§ **Action item**:
Produce an exact copy of the listing.

§ **Extracted data**:
--------------------------------
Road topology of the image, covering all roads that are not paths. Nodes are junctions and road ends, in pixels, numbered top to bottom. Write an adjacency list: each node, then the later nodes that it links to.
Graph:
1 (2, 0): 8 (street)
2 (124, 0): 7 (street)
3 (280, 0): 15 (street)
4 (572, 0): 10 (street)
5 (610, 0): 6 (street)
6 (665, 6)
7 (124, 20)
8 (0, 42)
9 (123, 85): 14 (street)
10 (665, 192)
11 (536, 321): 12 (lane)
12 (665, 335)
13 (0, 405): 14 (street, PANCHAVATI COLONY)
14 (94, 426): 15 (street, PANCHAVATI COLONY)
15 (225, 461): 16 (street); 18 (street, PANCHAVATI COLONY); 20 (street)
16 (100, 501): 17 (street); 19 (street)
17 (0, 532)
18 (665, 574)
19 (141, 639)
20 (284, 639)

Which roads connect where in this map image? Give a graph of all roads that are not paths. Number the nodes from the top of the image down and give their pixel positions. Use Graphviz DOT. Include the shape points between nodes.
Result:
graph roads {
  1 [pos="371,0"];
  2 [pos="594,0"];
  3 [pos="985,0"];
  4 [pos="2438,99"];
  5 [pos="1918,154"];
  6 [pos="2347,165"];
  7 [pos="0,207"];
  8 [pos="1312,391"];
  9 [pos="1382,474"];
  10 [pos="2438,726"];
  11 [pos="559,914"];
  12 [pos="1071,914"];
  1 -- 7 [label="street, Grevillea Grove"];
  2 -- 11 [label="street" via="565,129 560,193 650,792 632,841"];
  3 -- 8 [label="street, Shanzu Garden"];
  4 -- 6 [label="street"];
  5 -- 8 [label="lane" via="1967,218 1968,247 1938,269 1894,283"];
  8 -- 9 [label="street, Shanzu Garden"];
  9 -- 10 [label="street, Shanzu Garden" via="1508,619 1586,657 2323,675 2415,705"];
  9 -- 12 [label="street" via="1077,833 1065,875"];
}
--------------------------------
§ **Answer for this exercise**:
Road topology of the image, covering all roads that are not paths. Nodes are junctions and road ends, in pixels, numbered top to bottom. Write an adjacency list: each node, then the later nodes that it links to.
Graph:
1 (2, 0): 8 (street)
2 (124, 0): 7 (street)
3 (280, 0): 15 (street)
4 (572, 0): 10 (street)
5 (610, 0): 6 (street)
6 (665, 6)
7 (124, 20)
8 (0, 42)
9 (123, 85): 14 (street)
10 (665, 192)
11 (536, 321): 12 (lane)
12 (665, 335)
13 (0, 405): 14 (street, PANCHAVATI COLONY)
14 (94, 426): 15 (street, PANCHAVATI COLONY)
15 (225, 461): 16 (street); 18 (street, PANCHAVATI COLONY); 20 (street)
16 (100, 501): 17 (street); 19 (street)
17 (0, 532)
18 (665, 574)
19 (141, 639)
20 (284, 639)

Which roads connect where in this map image? Give a graph of all roads that are not paths. Number the nodes from the top of the image down and give their pixel positions. Use Graphviz DOT. Include the shape points between nodes.
Result:
graph roads {
  1 [pos="371,0"];
  2 [pos="594,0"];
  3 [pos="985,0"];
  4 [pos="2438,99"];
  5 [pos="1918,154"];
  6 [pos="2347,165"];
  7 [pos="0,207"];
  8 [pos="1312,391"];
  9 [pos="1382,474"];
  10 [pos="2438,726"];
  11 [pos="559,914"];
  12 [pos="1071,914"];
  1 -- 7 [label="street, Grevillea Grove"];
  2 -- 11 [label="street" via="565,129 560,193 650,792 632,841"];
  3 -- 8 [label="street, Shanzu Garden"];
  4 -- 6 [label="street"];
  5 -- 8 [label="lane" via="1967,218 1968,247 1938,269 1894,283"];
  8 -- 9 [label="street, Shanzu Garden"];
  9 -- 10 [label="street, Shanzu Garden" via="1508,619 1586,657 2323,675 2415,705"];
  9 -- 12 [label="street" via="1077,833 1065,875"];
}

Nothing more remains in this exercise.